Stored data entries:
------------

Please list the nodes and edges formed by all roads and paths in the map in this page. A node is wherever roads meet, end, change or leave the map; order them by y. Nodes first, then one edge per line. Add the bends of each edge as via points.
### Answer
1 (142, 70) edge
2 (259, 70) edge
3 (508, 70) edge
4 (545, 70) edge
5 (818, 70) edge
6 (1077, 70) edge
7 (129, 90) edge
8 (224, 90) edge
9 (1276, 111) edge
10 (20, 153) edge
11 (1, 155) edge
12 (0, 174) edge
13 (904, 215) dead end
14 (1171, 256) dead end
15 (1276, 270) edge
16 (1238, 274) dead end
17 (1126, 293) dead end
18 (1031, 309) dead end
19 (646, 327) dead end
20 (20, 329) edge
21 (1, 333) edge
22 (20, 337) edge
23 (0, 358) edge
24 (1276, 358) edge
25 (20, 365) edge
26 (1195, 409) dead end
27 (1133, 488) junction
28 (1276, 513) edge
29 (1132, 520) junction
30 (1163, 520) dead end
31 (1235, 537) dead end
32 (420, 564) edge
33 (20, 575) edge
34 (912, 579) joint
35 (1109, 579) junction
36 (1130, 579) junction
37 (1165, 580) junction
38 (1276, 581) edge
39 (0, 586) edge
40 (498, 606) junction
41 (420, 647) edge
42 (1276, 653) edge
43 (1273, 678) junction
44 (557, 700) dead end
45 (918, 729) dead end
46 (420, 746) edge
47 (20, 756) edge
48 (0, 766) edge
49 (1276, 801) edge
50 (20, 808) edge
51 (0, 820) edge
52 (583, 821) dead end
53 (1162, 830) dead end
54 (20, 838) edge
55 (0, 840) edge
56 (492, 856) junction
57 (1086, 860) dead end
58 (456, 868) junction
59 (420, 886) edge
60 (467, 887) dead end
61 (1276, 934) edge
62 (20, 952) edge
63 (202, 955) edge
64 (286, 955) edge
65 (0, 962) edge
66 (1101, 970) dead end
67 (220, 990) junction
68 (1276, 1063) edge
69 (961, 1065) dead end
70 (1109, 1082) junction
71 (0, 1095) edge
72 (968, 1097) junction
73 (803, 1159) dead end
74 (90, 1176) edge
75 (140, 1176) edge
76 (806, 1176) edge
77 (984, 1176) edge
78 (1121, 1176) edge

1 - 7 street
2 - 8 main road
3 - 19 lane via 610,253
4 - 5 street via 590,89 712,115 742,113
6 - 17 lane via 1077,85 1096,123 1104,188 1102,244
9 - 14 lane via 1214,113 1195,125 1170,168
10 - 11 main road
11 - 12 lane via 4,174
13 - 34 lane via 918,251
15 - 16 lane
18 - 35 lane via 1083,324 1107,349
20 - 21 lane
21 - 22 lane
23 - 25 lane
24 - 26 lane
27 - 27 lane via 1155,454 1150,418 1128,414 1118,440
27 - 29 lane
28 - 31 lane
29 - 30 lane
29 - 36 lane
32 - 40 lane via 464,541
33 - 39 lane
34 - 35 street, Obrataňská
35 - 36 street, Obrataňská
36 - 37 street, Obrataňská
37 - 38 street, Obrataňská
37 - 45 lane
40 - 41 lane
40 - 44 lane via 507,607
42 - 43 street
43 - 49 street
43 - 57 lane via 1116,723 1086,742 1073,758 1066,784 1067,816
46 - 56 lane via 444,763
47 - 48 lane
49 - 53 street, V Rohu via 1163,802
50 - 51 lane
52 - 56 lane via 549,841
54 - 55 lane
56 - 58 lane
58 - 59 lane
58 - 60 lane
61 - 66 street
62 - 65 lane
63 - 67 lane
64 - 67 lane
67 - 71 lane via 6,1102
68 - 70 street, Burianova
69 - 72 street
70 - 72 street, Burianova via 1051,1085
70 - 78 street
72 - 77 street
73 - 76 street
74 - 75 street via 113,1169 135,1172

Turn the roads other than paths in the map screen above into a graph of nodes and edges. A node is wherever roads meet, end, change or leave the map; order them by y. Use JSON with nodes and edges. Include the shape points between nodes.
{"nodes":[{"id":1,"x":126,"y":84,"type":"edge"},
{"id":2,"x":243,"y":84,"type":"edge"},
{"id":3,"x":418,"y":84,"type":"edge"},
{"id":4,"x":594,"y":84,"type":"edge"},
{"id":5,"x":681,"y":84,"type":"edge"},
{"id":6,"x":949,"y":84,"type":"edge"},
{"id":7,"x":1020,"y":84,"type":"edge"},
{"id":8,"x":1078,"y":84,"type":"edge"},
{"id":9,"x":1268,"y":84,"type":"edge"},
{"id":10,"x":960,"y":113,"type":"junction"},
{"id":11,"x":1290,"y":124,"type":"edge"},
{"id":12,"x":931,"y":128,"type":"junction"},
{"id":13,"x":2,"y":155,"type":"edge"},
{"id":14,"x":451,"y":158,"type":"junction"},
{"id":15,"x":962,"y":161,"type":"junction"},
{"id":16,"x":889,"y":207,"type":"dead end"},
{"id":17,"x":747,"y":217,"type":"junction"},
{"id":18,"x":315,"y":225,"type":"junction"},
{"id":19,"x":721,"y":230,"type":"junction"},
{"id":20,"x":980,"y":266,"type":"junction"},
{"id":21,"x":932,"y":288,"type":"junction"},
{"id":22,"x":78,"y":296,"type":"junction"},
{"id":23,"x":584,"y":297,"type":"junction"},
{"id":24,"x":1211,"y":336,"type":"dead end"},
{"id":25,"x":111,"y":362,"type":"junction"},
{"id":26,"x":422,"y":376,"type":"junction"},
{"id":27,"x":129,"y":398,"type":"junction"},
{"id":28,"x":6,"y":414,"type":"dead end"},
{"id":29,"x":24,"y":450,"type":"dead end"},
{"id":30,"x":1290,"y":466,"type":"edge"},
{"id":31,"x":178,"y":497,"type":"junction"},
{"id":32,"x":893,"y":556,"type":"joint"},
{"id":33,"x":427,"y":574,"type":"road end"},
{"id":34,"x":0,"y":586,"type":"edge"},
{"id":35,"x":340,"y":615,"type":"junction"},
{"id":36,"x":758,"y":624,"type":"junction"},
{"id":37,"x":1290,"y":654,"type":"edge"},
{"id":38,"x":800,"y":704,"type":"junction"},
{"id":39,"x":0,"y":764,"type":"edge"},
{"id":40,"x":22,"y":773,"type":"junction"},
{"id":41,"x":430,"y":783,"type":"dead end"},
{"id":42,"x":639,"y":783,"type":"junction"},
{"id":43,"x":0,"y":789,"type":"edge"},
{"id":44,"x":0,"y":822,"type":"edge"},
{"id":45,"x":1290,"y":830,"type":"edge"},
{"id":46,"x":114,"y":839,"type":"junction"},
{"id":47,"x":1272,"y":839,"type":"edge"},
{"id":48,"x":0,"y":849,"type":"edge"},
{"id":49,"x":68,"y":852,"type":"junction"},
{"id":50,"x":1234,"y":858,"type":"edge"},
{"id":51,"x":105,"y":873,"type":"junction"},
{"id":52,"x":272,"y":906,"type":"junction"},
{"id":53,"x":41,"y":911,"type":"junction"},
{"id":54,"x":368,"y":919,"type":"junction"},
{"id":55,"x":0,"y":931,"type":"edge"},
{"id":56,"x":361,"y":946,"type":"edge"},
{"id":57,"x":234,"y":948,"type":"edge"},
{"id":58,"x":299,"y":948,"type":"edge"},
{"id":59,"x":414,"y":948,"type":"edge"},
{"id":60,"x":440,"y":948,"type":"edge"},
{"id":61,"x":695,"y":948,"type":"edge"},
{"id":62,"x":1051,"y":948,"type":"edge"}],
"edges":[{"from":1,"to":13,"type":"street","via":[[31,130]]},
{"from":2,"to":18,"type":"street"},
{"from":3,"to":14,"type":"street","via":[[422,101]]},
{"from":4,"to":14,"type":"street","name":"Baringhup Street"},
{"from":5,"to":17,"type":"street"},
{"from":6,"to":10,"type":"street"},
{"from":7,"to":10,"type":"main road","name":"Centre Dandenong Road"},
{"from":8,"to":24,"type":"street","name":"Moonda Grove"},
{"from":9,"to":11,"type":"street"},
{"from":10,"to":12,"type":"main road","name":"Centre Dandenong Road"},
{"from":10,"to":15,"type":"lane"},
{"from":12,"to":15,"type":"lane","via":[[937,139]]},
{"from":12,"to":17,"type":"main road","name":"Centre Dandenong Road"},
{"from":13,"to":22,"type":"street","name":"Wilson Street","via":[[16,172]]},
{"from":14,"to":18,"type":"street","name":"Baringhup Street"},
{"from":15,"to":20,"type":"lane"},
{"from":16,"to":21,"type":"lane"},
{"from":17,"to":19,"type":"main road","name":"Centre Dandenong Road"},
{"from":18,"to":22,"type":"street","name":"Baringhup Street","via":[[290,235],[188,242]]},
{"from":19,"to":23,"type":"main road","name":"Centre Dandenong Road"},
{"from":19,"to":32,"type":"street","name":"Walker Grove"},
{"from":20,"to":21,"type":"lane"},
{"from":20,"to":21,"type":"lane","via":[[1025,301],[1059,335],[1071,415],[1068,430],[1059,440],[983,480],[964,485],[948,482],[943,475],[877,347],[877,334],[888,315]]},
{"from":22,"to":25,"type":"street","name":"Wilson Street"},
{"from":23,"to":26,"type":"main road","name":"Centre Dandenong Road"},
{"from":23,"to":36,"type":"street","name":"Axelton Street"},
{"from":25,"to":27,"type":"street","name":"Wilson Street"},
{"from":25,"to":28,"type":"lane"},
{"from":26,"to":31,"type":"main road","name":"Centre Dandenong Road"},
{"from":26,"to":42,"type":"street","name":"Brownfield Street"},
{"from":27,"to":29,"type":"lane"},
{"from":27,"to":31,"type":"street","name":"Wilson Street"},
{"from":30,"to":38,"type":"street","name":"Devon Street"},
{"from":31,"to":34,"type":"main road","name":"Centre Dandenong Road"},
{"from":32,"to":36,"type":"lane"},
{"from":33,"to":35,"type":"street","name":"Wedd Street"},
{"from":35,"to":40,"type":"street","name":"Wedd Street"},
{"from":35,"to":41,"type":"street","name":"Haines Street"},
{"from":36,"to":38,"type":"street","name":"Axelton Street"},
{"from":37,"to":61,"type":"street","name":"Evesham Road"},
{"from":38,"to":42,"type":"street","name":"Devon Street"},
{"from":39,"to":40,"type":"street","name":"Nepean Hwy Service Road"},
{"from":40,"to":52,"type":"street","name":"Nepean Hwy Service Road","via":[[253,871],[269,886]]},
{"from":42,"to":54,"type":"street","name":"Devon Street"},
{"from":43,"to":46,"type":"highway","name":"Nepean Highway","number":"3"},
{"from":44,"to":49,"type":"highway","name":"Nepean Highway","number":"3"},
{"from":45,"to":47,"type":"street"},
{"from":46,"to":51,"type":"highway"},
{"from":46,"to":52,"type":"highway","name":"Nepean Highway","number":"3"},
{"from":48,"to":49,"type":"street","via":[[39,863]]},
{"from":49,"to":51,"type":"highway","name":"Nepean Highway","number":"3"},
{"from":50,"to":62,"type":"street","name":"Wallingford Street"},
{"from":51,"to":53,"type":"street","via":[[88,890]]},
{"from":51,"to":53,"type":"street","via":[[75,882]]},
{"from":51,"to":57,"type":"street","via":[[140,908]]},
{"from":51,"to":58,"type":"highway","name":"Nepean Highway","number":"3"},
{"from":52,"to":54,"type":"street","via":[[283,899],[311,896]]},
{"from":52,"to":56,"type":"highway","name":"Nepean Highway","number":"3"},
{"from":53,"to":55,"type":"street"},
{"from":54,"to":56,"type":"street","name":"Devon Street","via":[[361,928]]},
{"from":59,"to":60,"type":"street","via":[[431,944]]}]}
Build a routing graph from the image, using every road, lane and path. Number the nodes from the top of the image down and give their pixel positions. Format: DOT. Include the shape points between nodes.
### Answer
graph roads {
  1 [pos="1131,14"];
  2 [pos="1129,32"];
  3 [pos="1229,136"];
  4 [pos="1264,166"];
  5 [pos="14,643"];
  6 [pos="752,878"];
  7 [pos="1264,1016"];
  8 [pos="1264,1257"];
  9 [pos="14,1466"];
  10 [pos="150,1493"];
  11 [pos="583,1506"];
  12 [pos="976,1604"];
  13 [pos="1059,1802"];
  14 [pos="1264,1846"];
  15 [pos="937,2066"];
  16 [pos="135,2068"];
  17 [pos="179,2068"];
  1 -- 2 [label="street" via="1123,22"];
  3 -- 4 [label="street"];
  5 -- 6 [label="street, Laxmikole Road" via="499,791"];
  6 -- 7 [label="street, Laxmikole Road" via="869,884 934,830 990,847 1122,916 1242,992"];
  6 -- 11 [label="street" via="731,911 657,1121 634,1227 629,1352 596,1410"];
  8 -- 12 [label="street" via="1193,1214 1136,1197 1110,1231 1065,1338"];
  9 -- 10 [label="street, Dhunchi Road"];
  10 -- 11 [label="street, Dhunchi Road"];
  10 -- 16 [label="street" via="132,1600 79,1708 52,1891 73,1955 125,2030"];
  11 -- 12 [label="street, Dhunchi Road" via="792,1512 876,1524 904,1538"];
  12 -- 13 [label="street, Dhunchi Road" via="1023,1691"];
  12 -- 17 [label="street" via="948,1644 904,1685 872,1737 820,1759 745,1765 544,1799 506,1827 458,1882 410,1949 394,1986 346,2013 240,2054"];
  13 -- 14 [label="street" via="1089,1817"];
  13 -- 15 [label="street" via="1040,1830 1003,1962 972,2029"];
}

------------

> _WORK ORDER_:
Throughout the data above, report every line that contains the string "main".

> _WRITTEN ANSWER_:
2 - 8 main road
10 - 11 main road
{"from":7,"to":10,"type":"main road","name":"Centre Dandenong Road"},
{"from":10,"to":12,"type":"main road","name":"Centre Dandenong Road"},
{"from":12,"to":17,"type":"main road","name":"Centre Dandenong Road"},
{"from":17,"to":19,"type":"main road","name":"Centre Dandenong Road"},
{"from":19,"to":23,"type":"main road","name":"Centre Dandenong Road"},
{"from":23,"to":26,"type":"main road","name":"Centre Dandenong Road"},
{"from":26,"to":31,"type":"main road","name":"Centre Dandenong Road"},
{"from":31,"to":34,"type":"main road","name":"Centre Dandenong Road"},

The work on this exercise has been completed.